WHAT IS BEING ASKED
Search each line below for "edges", then return the lines where it appears.

(Stored items)

:::::

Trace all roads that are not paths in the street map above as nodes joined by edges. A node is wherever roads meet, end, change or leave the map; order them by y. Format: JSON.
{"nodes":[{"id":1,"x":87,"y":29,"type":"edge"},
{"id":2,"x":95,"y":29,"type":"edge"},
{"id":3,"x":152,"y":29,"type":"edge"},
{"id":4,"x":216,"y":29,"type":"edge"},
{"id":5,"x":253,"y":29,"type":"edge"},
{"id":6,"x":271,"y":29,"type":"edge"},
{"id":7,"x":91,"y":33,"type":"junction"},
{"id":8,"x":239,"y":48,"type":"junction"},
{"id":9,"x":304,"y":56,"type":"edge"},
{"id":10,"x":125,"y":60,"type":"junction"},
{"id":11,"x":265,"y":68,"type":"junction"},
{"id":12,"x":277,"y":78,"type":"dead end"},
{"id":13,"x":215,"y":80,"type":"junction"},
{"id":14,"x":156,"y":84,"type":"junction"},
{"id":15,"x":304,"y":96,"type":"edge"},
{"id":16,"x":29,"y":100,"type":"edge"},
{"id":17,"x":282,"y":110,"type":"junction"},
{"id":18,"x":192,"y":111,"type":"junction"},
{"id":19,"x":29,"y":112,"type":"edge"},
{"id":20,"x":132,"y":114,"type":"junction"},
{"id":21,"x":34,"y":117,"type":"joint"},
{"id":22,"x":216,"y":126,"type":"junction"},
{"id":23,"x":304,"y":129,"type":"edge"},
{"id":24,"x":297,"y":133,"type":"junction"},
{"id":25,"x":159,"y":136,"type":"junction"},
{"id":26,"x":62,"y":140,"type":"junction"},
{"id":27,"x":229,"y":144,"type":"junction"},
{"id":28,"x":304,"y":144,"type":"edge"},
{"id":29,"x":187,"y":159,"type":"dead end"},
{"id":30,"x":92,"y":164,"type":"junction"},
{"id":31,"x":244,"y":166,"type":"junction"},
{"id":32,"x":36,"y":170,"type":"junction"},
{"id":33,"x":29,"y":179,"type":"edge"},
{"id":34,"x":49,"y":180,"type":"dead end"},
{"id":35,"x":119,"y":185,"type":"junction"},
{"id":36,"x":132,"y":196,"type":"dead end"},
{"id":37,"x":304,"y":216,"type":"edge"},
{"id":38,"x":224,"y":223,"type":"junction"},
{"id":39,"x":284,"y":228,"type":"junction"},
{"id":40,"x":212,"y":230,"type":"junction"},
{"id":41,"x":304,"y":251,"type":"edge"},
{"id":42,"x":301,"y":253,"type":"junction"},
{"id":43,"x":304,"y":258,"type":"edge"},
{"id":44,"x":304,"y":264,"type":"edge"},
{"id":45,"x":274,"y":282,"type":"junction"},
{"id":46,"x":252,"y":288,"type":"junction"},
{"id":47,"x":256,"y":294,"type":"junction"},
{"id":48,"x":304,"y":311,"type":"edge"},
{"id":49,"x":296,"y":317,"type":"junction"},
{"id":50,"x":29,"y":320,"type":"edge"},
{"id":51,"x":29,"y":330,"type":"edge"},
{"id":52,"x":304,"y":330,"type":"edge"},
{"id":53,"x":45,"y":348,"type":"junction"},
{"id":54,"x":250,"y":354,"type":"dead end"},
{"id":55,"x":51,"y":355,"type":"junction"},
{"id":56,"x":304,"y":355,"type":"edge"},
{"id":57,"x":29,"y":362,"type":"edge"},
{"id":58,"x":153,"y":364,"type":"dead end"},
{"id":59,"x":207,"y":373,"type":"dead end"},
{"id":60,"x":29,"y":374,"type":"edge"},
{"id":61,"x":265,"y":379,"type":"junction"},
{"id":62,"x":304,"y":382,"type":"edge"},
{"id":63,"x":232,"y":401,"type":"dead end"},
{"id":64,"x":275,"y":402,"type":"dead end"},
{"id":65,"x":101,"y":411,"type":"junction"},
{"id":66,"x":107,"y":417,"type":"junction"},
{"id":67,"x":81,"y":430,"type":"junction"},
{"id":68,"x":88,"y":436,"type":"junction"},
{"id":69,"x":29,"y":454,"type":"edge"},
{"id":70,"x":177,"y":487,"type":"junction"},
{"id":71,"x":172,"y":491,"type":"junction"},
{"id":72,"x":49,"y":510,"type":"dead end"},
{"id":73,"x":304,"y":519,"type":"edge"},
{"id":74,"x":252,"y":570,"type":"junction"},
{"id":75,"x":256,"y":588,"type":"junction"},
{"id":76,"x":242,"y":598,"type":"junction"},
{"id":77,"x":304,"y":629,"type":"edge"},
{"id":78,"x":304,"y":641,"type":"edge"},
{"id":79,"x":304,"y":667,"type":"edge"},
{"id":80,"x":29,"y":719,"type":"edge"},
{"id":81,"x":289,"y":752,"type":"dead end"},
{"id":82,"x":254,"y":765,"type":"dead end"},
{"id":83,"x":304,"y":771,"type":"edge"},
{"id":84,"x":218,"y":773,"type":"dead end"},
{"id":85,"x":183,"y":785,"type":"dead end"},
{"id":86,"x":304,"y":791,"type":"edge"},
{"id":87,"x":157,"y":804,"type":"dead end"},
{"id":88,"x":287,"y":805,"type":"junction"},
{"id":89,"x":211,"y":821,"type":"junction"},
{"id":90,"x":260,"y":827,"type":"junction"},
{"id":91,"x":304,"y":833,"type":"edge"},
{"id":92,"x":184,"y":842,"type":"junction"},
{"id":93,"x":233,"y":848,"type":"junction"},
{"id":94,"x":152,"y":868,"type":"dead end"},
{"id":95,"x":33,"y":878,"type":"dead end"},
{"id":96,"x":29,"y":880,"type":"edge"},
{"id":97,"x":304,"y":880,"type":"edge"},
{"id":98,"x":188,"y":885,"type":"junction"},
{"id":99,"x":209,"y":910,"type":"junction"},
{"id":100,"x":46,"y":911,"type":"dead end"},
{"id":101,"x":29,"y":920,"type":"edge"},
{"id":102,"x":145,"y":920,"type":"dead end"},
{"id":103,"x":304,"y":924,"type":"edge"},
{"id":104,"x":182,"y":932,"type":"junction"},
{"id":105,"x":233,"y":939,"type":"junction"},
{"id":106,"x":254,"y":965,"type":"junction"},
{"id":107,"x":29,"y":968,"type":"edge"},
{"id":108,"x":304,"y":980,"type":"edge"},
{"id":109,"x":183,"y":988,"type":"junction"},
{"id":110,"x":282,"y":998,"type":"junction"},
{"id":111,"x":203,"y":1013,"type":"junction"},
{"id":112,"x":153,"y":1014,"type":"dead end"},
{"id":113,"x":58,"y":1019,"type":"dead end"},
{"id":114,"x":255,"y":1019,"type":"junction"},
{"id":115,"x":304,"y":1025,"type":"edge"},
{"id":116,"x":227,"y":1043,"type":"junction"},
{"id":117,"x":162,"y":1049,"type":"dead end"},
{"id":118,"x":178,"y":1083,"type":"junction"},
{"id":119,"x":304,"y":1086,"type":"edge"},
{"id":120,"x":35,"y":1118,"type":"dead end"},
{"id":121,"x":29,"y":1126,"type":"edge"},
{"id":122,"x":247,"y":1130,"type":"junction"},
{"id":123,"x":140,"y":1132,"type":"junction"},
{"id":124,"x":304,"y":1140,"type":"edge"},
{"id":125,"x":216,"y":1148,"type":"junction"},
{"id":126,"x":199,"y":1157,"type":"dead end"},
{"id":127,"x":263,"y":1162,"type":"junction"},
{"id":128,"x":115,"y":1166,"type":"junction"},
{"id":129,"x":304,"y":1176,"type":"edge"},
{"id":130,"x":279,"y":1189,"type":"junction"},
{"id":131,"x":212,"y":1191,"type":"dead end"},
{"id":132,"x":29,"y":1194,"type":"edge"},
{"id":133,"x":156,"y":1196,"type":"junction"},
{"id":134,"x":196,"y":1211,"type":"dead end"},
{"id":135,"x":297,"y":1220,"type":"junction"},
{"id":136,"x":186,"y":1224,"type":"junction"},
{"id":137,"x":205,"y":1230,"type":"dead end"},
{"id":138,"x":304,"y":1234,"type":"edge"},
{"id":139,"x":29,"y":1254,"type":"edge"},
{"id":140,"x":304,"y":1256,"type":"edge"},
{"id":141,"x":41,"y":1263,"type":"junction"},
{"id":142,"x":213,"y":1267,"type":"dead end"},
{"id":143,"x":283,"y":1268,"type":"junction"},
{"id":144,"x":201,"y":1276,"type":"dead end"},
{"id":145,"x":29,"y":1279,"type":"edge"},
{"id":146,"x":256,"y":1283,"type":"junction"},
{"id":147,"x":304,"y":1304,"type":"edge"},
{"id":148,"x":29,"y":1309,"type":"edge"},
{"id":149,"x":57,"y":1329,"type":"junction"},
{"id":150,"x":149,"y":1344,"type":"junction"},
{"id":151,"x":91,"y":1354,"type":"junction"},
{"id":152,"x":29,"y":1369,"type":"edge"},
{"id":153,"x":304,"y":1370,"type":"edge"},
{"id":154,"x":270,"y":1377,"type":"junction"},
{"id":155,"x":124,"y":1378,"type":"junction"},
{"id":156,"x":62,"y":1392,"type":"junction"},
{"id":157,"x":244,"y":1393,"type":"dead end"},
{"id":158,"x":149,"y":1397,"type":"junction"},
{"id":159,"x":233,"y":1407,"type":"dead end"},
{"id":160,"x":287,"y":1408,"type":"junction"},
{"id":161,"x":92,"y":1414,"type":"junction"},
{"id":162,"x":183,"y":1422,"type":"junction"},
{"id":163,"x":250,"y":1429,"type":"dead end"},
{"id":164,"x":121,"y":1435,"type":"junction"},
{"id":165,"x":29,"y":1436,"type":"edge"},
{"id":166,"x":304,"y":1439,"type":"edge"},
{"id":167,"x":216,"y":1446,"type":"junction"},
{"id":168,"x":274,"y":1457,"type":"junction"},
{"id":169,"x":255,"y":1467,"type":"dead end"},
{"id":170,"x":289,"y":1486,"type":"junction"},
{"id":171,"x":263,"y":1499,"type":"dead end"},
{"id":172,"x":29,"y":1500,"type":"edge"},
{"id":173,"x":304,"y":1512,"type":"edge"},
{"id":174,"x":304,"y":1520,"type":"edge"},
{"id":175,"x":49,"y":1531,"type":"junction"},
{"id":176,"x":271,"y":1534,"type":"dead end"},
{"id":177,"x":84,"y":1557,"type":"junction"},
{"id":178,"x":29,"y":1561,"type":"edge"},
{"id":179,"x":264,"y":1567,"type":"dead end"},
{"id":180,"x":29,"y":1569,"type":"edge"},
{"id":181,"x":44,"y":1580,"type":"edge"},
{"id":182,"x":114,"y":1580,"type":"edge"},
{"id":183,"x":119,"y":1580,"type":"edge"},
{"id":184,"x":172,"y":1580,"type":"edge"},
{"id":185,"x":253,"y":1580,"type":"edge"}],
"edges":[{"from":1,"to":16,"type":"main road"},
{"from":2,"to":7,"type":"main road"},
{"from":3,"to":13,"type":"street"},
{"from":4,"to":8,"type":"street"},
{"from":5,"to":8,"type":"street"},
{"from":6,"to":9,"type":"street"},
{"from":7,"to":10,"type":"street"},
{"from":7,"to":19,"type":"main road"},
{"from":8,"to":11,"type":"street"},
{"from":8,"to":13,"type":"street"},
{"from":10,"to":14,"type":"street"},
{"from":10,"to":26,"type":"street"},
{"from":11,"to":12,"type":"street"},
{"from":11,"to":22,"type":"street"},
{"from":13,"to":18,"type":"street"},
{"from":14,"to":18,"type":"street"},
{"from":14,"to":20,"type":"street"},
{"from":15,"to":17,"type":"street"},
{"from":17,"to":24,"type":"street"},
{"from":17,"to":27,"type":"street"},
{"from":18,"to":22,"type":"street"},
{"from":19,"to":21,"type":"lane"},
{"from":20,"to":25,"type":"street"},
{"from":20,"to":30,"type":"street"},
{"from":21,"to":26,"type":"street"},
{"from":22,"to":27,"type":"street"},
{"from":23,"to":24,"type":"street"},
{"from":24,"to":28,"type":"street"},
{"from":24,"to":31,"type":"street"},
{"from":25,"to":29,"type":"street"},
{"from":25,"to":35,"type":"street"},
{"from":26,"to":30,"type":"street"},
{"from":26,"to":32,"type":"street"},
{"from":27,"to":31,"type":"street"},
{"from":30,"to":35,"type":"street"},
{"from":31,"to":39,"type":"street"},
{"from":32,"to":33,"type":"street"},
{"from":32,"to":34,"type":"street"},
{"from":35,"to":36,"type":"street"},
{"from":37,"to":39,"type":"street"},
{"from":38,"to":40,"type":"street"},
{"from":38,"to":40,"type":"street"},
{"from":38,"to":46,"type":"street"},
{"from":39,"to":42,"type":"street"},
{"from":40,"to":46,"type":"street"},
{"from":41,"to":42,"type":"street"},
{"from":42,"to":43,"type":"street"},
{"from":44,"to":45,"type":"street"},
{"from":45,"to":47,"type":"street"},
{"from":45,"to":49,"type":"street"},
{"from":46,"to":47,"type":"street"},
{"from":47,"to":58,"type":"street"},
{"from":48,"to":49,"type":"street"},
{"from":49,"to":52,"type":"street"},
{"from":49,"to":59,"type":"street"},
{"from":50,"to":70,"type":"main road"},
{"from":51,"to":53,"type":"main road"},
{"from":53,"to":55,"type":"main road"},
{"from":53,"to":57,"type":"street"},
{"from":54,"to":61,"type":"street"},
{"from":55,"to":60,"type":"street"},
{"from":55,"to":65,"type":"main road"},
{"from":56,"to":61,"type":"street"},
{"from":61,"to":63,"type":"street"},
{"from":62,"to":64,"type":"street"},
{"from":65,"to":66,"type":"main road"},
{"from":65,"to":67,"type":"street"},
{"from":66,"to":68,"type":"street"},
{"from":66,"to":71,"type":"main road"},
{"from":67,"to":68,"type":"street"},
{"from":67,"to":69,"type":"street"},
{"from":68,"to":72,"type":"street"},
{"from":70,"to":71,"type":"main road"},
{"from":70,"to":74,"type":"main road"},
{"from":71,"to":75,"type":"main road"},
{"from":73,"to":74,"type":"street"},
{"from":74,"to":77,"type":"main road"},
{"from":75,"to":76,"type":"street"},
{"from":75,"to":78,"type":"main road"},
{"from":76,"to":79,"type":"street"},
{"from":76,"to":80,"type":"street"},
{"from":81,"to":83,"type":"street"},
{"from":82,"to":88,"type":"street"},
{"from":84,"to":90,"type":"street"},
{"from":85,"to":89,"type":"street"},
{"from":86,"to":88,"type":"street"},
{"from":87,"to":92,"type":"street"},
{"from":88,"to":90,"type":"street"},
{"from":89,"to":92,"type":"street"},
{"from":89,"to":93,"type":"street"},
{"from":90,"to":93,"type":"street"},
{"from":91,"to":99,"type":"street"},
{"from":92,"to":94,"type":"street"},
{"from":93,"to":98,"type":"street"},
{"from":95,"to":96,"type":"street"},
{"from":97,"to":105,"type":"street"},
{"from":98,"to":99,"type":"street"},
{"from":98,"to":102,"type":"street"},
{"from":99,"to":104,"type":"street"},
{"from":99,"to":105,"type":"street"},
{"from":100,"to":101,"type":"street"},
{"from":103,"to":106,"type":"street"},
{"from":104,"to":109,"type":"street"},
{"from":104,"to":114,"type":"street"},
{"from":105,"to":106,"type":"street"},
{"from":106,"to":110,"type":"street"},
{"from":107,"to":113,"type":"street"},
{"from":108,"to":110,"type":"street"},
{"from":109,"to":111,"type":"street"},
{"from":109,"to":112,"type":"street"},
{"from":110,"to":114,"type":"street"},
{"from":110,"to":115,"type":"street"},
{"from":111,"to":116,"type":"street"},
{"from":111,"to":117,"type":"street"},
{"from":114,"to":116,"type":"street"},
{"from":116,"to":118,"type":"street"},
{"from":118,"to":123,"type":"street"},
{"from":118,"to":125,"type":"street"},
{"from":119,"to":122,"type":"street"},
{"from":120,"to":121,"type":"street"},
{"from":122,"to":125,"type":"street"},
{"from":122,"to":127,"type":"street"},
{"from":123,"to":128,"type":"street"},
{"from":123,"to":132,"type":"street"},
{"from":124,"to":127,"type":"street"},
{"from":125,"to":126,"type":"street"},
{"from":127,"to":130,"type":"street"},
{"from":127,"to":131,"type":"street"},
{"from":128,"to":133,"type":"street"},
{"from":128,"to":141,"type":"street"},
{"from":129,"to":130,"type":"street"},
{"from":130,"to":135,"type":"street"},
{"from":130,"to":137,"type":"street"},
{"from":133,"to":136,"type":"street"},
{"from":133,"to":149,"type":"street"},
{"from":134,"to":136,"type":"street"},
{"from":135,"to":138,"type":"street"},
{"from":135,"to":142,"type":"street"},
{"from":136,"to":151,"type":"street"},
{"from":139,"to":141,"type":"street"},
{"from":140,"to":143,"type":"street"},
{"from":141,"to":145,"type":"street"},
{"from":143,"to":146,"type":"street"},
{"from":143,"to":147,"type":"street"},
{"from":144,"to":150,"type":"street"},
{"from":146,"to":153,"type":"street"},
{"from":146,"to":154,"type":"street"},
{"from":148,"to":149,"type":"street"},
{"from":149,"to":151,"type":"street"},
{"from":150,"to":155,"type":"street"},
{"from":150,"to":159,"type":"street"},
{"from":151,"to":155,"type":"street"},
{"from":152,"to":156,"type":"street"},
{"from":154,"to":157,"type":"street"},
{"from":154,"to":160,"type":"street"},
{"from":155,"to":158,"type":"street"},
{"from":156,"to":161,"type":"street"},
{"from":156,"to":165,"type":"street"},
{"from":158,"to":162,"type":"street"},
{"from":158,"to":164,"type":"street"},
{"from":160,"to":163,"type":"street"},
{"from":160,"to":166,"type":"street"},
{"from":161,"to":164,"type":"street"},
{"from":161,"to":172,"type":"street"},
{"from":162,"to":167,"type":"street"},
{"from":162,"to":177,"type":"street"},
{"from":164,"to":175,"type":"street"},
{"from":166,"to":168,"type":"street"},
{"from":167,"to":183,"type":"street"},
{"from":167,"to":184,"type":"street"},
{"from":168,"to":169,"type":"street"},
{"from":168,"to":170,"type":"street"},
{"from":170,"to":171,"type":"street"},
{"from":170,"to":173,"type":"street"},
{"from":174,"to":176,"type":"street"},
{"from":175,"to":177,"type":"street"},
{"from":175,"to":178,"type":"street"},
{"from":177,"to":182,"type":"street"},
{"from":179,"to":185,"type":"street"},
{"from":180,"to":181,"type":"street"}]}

:::::

SOLVED PROBLEM
Trace all roads that are not paths in the street map above as nodes joined by edges. A node is wherever roads meet, end, change or leave the map; order them by y. Format: JSON.
"edges":[{"from":1,"to":16,"type":"main road"},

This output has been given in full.